The journey was a few hundred steps, certainly less than a kilometre, but I am guessing…. Was it hearing the clamour of symbols from Kanyakumari where many temples had faded? Or having my feet firmly in contact with the sand, or was it when I realised I was breathing in fresh sea air? Or was it just the ‘necessity of freedom’ as Voltaire once said. Whatever it was I knew the trepidation of the journey had been misplaced. It all seemed a very easy start. But first things first.
The man shouted down at me, ‘come in, come in, please look.’
How masculine boats appear when they stand propped up on sand and it is impossible to walk under their great hulls. They look formidable beasts of burden and survival.

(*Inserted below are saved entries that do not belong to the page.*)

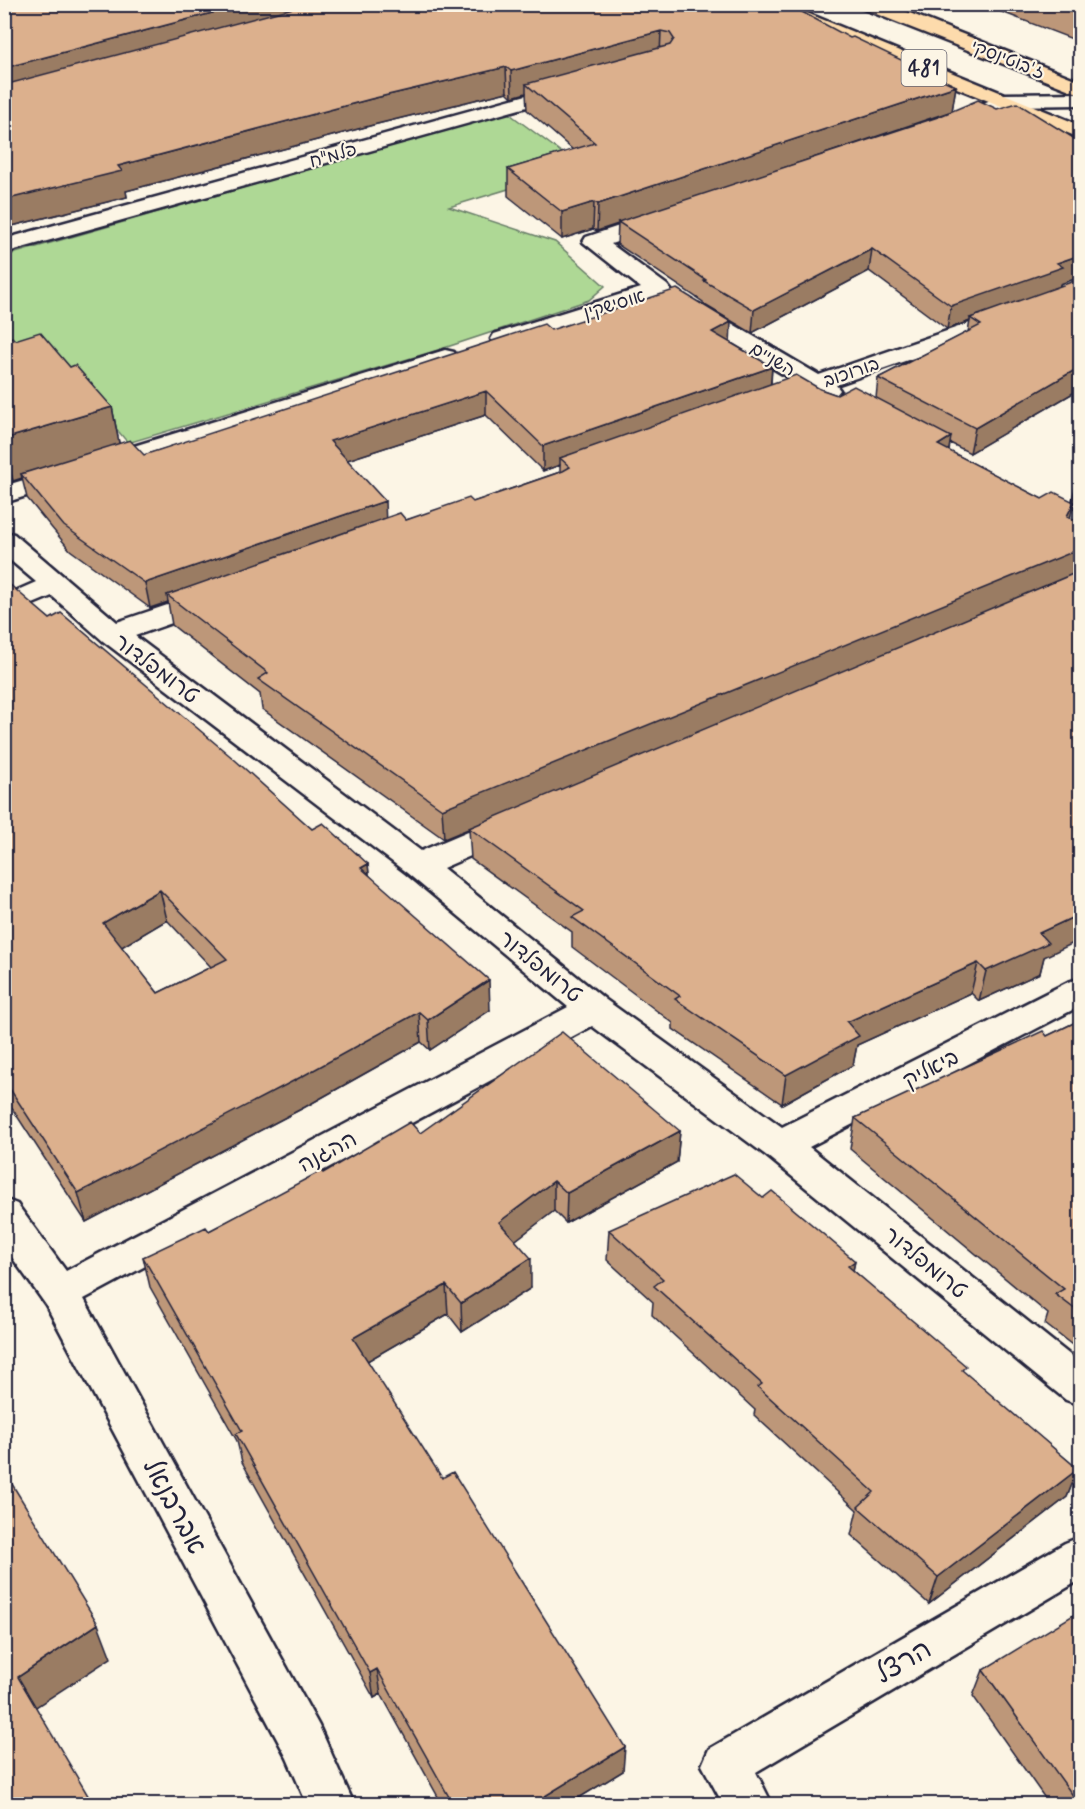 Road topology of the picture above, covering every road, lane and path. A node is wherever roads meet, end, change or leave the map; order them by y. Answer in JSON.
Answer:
{"nodes":[{"id":1,"x":768,"y":4,"type":"edge"},
{"id":2,"x":868,"y":4,"type":"edge"},
{"id":3,"x":592,"y":83,"type":"edge"},
{"id":4,"x":1080,"y":88,"type":"edge"},
{"id":5,"x":1080,"y":99,"type":"edge"},
{"id":6,"x":1005,"y":100,"type":"junction"},
{"id":7,"x":926,"y":132,"type":"edge"},
{"id":8,"x":1080,"y":132,"type":"edge"},
{"id":9,"x":683,"y":212,"type":"edge"},
{"id":10,"x":4,"y":246,"type":"edge"},
{"id":11,"x":659,"y":290,"type":"junction"},
{"id":12,"x":1080,"y":292,"type":"edge"},
{"id":13,"x":815,"y":384,"type":"junction"},
{"id":14,"x":847,"y":401,"type":"edge"},
{"id":15,"x":748,"y":408,"type":"edge"},
{"id":16,"x":4,"y":495,"type":"edge"},
{"id":17,"x":4,"y":540,"type":"edge"},
{"id":18,"x":55,"y":584,"type":"junction"},
{"id":19,"x":236,"y":591,"type":"edge"},
{"id":20,"x":4,"y":607,"type":"edge"},
{"id":21,"x":113,"y":634,"type":"junction"},
{"id":22,"x":539,"y":814,"type":"edge"},
{"id":23,"x":418,"y":865,"type":"junction"},
{"id":24,"x":1080,"y":991,"type":"edge"},
{"id":25,"x":594,"y":1010,"type":"junction"},
{"id":26,"x":780,"y":1145,"type":"junction"},
{"id":27,"x":4,"y":1215,"type":"edge"},
{"id":28,"x":60,"y":1293,"type":"junction"},
{"id":29,"x":1080,"y":1387,"type":"edge"},
{"id":30,"x":1080,"y":1557,"type":"edge"},
{"id":31,"x":331,"y":1804,"type":"edge"},
{"id":32,"x":749,"y":1804,"type":"edge"}],
"edges":[{"from":1,"to":6,"type":"main road","number":"481"},
{"from":2,"to":4,"type":"main road","name":"ז'בוטינסקי","number":"481"},
{"from":3,"to":10,"type":"street","name":"פלמ\"ח"},
{"from":5,"to":6,"type":"street"},
{"from":6,"to":7,"type":"street"},
{"from":6,"to":8,"type":"main road","number":"481"},
{"from":9,"to":11,"type":"street","name":"אוסישקין"},
{"from":11,"to":13,"type":"street","name":"השניים"},
{"from":11,"to":16,"type":"street","name":"אוסישקין"},
{"from":12,"to":13,"type":"street","name":"בורוכוב"},
{"from":13,"to":14,"type":"street","name":"השניים"},
{"from":13,"to":15,"type":"street","name":"בורוכוב"},
{"from":17,"to":18,"type":"street","name":"טרומפלדור"},
{"from":18,"to":20,"type":"street"},
{"from":18,"to":21,"type":"street","name":"טרומפלדור"},
{"from":19,"to":21,"type":"street"},
{"from":21,"to":23,"type":"street","name":"טרומפלדור"},
{"from":22,"to":23,"type":"street"},
{"from":23,"to":25,"type":"street","name":"טרומפלדור"},
{"from":24,"to":26,"type":"street","name":"ביאליק"},
{"from":25,"to":26,"type":"street","name":"טרומפלדור"},
{"from":25,"to":28,"type":"street","name":"ההגנה"},
{"from":26,"to":29,"type":"street","name":"טרומפלדור"},
{"from":27,"to":28,"type":"street","name":"אברבנאל"},
{"from":28,"to":31,"type":"street","name":"אברבנאל"},
{"from":30,"to":32,"type":"street","name":"הרצל"}]}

At a guess? There must have been twenty fishing boats the size of Noah’s Ark. Most in a state of being repaired; one new and one nearly complete and one boat nothing more than a backbone and a few developing ribs. Bamboo scaffolding held each boat separate, but they did not seem secure.
He said again, ‘come in, come in, take a look please.’ He was gaunt from his work and dark from long days in the sun. I looked, one by one, at the boat builders perched on the scaffolding like sparrows in a cage. In physique they looked similar, only age differentiated their furrowed bodies. Their legs all slightly deformed from toil on the scaffolding; their bodies brown as if varnished by their own sweat and sun. I don’t think this is work for an old man.
The man who called to me stood on one leg on a bamboo shaft, the other doubled up on the shaft above, chortling as he spoke to me, holding his hammer and nails silent. All the men held hammers and nails silent as if my presence had stopped their work. I replied, “I have never seen such work before, never seen a boat stripped of its hide”. And then added, ‘You seem busy enough.’
I think he said they never stop, and then he continued hammering timber planks onto the boat’s ribs. The other men started their work again.
I stood observing and listening to the hammer blows vibrate in unison, as if they were drummers, the close confined space between the hulls, the top of the hulls some twenty feet above, so close no light penetrated and allowed the hammering onto the steel nails to reverberated with an authoritative macho echo.
Shortly after they started work again I left. However, the boat builder’s hammering reverberated for some time as I carried on walking along the beach.
In the distance, it is hard to understand distance, a fishing village appeared with an imposing church steeple at its heart.